UHC 2020 – Looking ahead

Social health insurance is a key pillar for achieving UHC in Kenya. Ongoing reforms at NHIF are designed to make it more effective and responsive.

These include restructuring the management structure, constantly reviewing member contributions, extending the benefit package to outpatients, and adopting new strategies to increase membership.

But NHIF cannot do it alone. Private health insurance companies will still be important in financing the health system through supplementary insurance.

UHC still faces big challenges, not least of which is the continued growth of an informal economy where most players remain out of reach of NHIF and the goal of a more equitable universal system of health coverage in Kenya.

Experience in countries like South Korea have shown that formalisation of the labour force greatly increases the chances of equitable and sustainable social health insurance coverage.

Kenya’s majority poor is another obstacle facing NHIF. While the proportion of Kenyans living in poverty fell by 10.5 percentage points in the decade since 2008, to 36.1 percent in 2018, according to the Kenya National Bureau of Statistics (KNBS), poverty rates are still very high when compared with other lower middle-income countries.

According to the World Bank, gains in poverty reduction are vulnerable to agro-climatic shocks such as drought. This means that GDP growth does not necessarily translate to higher consumption at household level, leading to the saying that “people cannot eat GDP.”

Scaling up and geographic targeting of anti-poverty and social protection programmes are important instruments to target the neediest households and reduce regional disparities, notes the World Bank.

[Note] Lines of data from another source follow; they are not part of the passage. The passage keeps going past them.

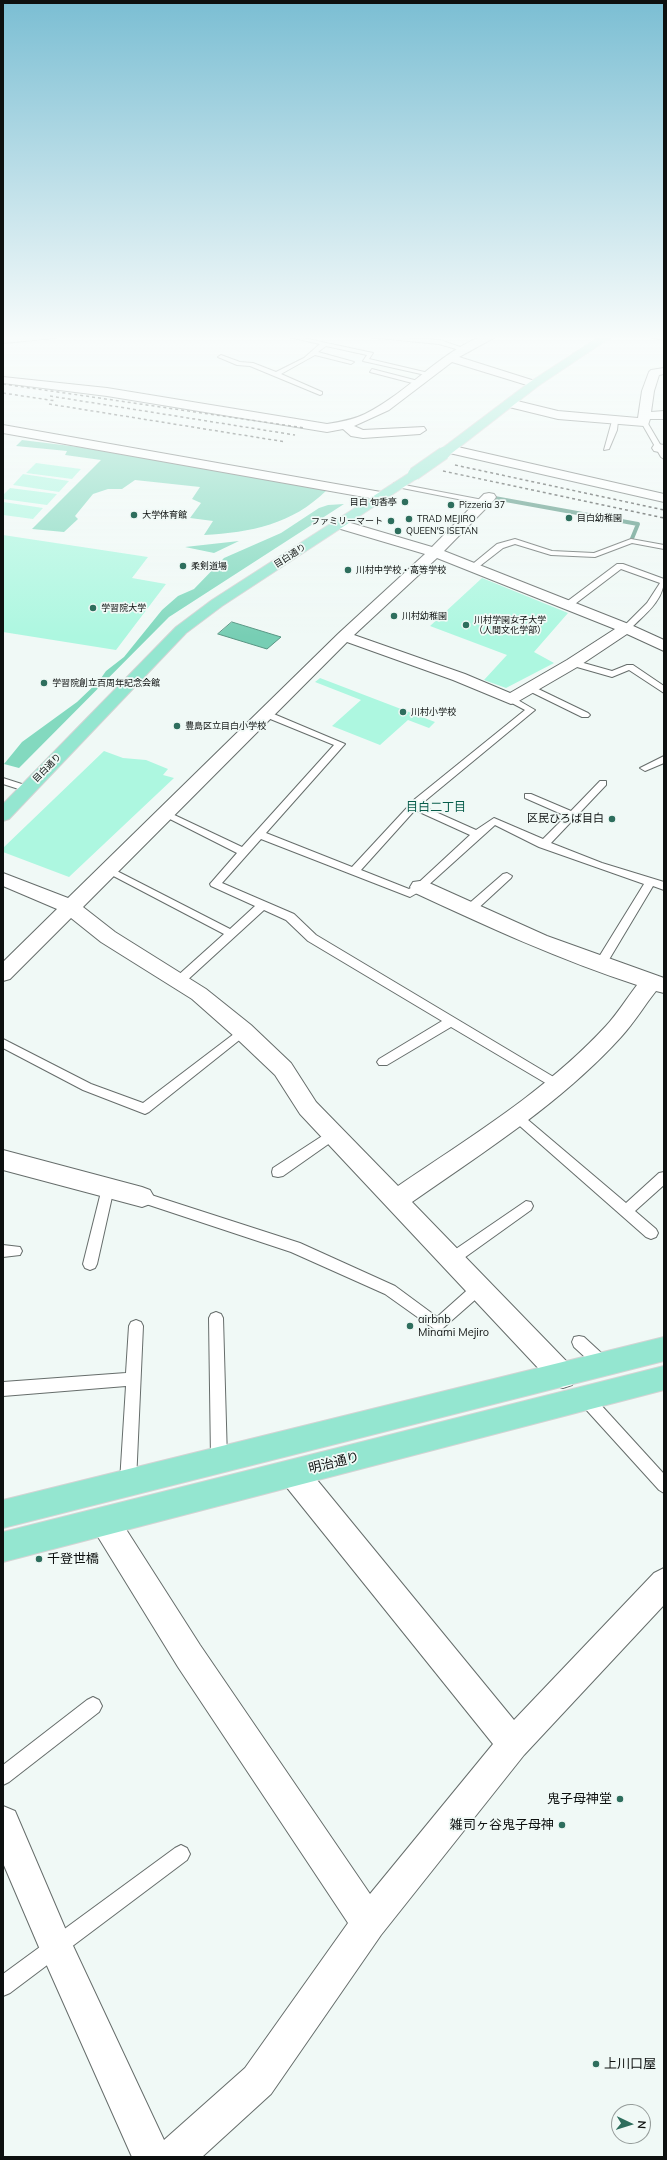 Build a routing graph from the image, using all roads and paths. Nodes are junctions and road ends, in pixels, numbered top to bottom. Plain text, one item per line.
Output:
1 (41, 436) edge
2 (466, 436) edge
3 (612, 436) edge
4 (653, 436) edge
5 (606, 450) dead end
6 (446, 451) junction
7 (662, 451) edge
8 (397, 485) junction
9 (381, 496) junction
10 (664, 498) edge
11 (486, 499) joint
12 (339, 524) junction
13 (664, 547) edge
14 (435, 552) junction
15 (472, 567) junction
16 (664, 585) edge
17 (568, 605) junction
18 (626, 628) junction
19 (344, 636) junction
20 (664, 646) edge
21 (573, 663) junction
22 (530, 688) junction
23 (664, 690) edge
24 (512, 699) junction
25 (266, 714) junction
26 (586, 715) dead end
27 (664, 759) edge
28 (645, 768) dead end
29 (3, 781) edge
30 (603, 783) dead end
31 (28, 788) junction
32 (528, 796) dead end
33 (413, 806) junction
34 (165, 814) junction
35 (3, 815) edge
36 (572, 815) junction
37 (259, 834) junction
38 (477, 834) junction
39 (543, 845) junction
40 (243, 852) junction
41 (107, 870) junction
42 (353, 872) junction
43 (507, 876) dead end
44 (3, 879) edge
45 (650, 882) junction
46 (664, 886) edge
47 (420, 887) junction
48 (262, 906) junction
49 (70, 907) junction
50 (470, 910) junction
51 (232, 934) junction
52 (600, 965) junction
53 (3, 974) edge
54 (179, 981) junction
55 (657, 984) edge
56 (451, 1021) junction
57 (243, 1031) junction
58 (3, 1043) edge
59 (383, 1062) dead end
60 (558, 1085) junction
61 (517, 1117) junction
62 (333, 1134) junction
63 (3, 1160) edge
64 (278, 1172) dead end
65 (662, 1182) edge
66 (108, 1188) junction
67 (142, 1196) joint
68 (396, 1200) junction
69 (526, 1206) dead end
70 (626, 1211) junction
71 (651, 1233) dead end
72 (452, 1259) junction
73 (90, 1264) dead end
74 (479, 1288) junction
75 (216, 1318) dead end
76 (136, 1326) dead end
77 (579, 1342) dead end
78 (664, 1349) edge
79 (604, 1365) junction
80 (563, 1376) junction
81 (664, 1378) edge
82 (133, 1379) junction
83 (3, 1389) edge
84 (586, 1399) junction
85 (219, 1459) junction
86 (294, 1474) junction
87 (128, 1482) junction
88 (664, 1485) edge
89 (3, 1514) edge
90 (105, 1522) junction
91 (3, 1547) edge
92 (664, 1582) edge
93 (93, 1706) dead end
94 (513, 1744) junction
95 (3, 1776) edge
96 (3, 1823) edge
97 (181, 1854) dead end
98 (369, 1923) junction
99 (56, 1947) junction
100 (3, 1986) edge
101 (152, 2157) edge
102 (174, 2157) edge

1 - 9 street
2 - 6 main road, 目白通り
3 - 5 lane
4 - 7 lane
6 - 8 main road, 目白通り, bridge
6 - 10 street
8 - 9 main road, 目白通り
8 - 11 lane
9 - 12 main road, 目白通り
11 - 14 street
12 - 14 street
12 - 31 main road, 目白通り
13 - 15 lane
14 - 15 street
14 - 19 street
15 - 17 street
16 - 17 lane
16 - 18 lane
17 - 18 street
18 - 20 street
18 - 21 street
19 - 24 street
19 - 25 street
21 - 22 street
21 - 23 lane
22 - 24 street
22 - 26 lane
24 - 33 lane
25 - 34 street
25 - 37 lane
27 - 28 lane
29 - 31 lane
30 - 36 lane
31 - 35 main road, 目白通り
32 - 36 lane
33 - 38 lane
33 - 42 lane
34 - 40 lane
34 - 41 street
36 - 39 lane
37 - 40 lane
37 - 42 lane
38 - 39 lane
38 - 47 lane
39 - 45 lane
40 - 48 lane
41 - 49 street
41 - 51 lane
42 - 47 lane
43 - 50 lane
44 - 49 street
45 - 46 lane
45 - 52 lane
47 - 50 street
48 - 51 lane
48 - 56 lane
49 - 53 street
49 - 54 street
50 - 52 street
51 - 54 lane
52 - 55 street
54 - 57 street
55 - 60 street
56 - 59 lane
56 - 60 lane
57 - 58 lane
57 - 62 street
60 - 61 street
61 - 68 street
61 - 70 lane
62 - 64 lane
62 - 68 street
63 - 66 street
65 - 70 lane
66 - 67 street
66 - 73 lane
67 - 74 lane
68 - 72 street
69 - 72 lane
70 - 71 lane
72 - 74 street
74 - 80 street
75 - 85 lane
76 - 82 lane
77 - 79 lane
78 - 79 main road
79 - 80 main road
80 - 85 main road
81 - 84 main road, 明治通り
82 - 83 lane
82 - 87 lane
84 - 86 main road, 明治通り
84 - 88 lane
85 - 87 main road
86 - 90 main road, 明治通り
86 - 94 street
87 - 89 main road
90 - 91 main road, 明治通り
90 - 98 street
92 - 94 street
93 - 95 lane
94 - 98 street
96 - 99 street
97 - 99 lane
98 - 102 street
99 - 100 lane
99 - 101 street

With a high poverty level, Kenya needs to develop a reliable and sustainable safety net for the poor. One way of doing so is to subsidise the NHIF to lower premiums for the poor, and help the self-employed and informal sector workers to join the Fund. For now, this is difficult because the Government’s resources are strained.

Another option is to expand private health insurance schemes through investment forums, community groups and families. This would reduce administrative costs, mitigate adverse selection, and provide uniform premiums to members.

Kakamega County also provides useful lessons in addressing high maternal and child mortality rates, while moving towards UHC. The county rolled out its Imarisha Afya ya Mama na Mtoto programme in the face of one of the highest maternal mortality rates in Kenya.

This was done collaboratively with Unicef, Amref and the Swedish government. Enrolled women deliver free of charge in health facilities (rather than at home) and receive a full vaccination cycle. Mothers also get a grant to take care of themselves and their babies.

Initial results indicate improvement in skilled deliveries from 33 percent to 56 percent and a reduction in maternal mortality from 800 to 460 per 100,000 mothers in the programme’s three-year cycle.